Whey protein is one of the most popular supplements on the market. People involved in health and fitness, athletes, and sometimes everyday people with no serious physical pursuits use the product. It is an ideal way to get a boost of high quality protein that digests quickly and easily into the body. However there tends to be a little confusion with the average consumer when they see products labeled as ‘whey protein isolate’ or ‘whey protein concentrate’.
Obviously manufacturers do what they can to ensure the maximum amount of sales so it is hard to simply take the writing on the container at face value. Let’s take a minute to jump into the subject of whey protein isolate to help gain a better understanding of what it is, what it does and whether or not you should be taking it or another variety.
What is Whey?
Whey protein is one of two protein sources isolated from cow’s milk during the process of making cheese. Caesin is the other source. It is considered the highest quality protein the human body can consume because of the number of amino acids within it, ease of digestion, and amount of the product the human body can use.
In the case of why protein, it absorbs into the bloodstream from the stomach very quickly which makes it a great option before or after workouts to get a quick burst of protein. On top of that, the amino acids it contains are some of the most used in exercise such as glutamine and leucine.
Isolate vs. Concentrate
The terms whey protein isolate and whey protein concentrate have to do with how they are processed during creation. Concentrate means that the source was filtered to take out water and minerals leaving a high quality protein source that is about 75% protein but still has some lactose in it.
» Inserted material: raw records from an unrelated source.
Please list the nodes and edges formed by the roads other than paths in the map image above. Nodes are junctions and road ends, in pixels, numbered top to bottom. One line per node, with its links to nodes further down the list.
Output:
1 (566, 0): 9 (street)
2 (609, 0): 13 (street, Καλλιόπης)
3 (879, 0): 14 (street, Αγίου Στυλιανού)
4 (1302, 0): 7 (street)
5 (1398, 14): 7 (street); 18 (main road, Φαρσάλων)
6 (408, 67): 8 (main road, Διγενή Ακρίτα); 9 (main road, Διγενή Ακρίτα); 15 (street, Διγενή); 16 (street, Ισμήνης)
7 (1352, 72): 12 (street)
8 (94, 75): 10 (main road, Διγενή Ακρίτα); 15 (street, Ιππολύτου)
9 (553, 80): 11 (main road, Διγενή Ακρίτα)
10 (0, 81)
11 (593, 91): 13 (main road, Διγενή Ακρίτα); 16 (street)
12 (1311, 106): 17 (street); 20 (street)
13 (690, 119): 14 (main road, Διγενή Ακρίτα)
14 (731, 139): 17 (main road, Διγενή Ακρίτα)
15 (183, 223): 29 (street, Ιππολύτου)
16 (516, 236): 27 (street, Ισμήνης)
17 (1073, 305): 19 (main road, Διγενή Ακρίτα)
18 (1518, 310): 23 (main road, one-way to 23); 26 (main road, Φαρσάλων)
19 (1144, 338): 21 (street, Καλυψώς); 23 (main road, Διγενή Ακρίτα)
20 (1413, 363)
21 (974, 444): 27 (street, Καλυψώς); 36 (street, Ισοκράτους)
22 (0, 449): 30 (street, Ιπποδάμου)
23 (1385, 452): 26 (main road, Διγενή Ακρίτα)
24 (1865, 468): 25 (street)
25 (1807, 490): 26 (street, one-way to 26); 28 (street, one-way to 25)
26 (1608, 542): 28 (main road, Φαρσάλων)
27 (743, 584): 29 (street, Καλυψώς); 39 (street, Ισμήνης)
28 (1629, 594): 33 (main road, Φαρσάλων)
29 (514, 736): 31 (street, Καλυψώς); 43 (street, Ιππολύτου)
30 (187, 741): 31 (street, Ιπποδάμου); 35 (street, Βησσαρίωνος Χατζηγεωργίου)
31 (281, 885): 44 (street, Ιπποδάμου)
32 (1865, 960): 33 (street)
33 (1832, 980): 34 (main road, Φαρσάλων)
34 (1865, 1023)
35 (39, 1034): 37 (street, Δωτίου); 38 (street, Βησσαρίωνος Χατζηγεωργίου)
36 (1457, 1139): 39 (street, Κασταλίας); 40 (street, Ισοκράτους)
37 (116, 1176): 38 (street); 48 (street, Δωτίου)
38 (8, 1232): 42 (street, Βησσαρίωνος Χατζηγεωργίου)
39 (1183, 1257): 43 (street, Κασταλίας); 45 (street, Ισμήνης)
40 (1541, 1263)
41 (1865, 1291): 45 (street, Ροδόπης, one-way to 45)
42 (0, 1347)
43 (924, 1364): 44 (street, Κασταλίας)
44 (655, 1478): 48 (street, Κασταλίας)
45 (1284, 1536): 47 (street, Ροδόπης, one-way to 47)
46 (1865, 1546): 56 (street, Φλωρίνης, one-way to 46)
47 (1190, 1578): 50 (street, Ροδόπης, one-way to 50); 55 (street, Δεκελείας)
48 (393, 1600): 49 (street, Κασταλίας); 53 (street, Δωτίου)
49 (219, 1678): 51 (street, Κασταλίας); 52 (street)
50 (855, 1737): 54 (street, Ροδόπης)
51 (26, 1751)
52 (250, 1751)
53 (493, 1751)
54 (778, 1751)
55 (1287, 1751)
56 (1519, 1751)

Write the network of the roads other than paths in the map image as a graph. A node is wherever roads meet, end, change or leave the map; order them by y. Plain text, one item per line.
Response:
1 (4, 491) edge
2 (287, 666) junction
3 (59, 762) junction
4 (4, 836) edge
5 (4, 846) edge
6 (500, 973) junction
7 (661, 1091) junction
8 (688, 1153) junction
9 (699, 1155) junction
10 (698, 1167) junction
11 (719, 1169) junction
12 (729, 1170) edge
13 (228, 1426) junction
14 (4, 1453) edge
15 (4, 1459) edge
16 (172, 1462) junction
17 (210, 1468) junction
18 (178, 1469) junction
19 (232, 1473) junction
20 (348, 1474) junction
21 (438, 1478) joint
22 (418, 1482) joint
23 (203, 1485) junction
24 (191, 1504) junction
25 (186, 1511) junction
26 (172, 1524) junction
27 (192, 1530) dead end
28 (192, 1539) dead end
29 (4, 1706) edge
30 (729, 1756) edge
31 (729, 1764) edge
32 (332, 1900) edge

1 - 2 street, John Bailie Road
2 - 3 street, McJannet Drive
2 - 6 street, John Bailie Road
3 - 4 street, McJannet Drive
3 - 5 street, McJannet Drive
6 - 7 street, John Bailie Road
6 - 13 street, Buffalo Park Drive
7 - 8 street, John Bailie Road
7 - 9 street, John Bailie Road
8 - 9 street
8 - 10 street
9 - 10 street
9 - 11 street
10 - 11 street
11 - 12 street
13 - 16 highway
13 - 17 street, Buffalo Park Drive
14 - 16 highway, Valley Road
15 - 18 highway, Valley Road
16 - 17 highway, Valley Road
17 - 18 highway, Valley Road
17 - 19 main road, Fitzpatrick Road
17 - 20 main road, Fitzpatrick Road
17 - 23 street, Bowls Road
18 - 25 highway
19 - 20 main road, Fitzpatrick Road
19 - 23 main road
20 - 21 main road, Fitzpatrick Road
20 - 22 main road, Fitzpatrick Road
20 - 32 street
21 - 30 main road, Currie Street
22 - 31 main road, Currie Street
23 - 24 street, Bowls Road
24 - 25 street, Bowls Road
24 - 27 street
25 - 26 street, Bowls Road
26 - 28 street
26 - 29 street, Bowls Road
The isolate process usually takes place after the concentrate is made. The protein is filtered yet again, but this time removing more fat, carbohydrates, and lactose generating an ever purer product that is closer to 95% protein with trace amounts of lactose.
The difference between the two is the quality of protein is higher in isolate. Also the isolate is often easier to digest and easier on the stomach. For people with lactose intolerance the whey protein isolate is definitely the way to go.
Which is Better?
It is hard to simply say whey protein isolate is better than the concentrated version. To be fair, both products provide needed protein and thus amino acids. While some people like to speculate that the isolate is better because of the ‘quality’ there have been no studies to support that the small increase between the two generates more muscle growth or repair.
An important note for most people is the cost of a product and that extra filtration typically doubles the cost of isolate versus concentrate. A final point is that filtering out more things is not always beneficial because the human body needs some of those things that provide valuable immunity boosting.
The bottom line is that whey protein is very valuable to people who are exercising regularly because it is a great form of protein that is higher quality than meat sources. It really doesn’t matter which form you use as both whey protein isolate and concentrate provide that good protein your body needs. For most people, the cost will outweigh any minor benefits and concentrate will be found on their shelves.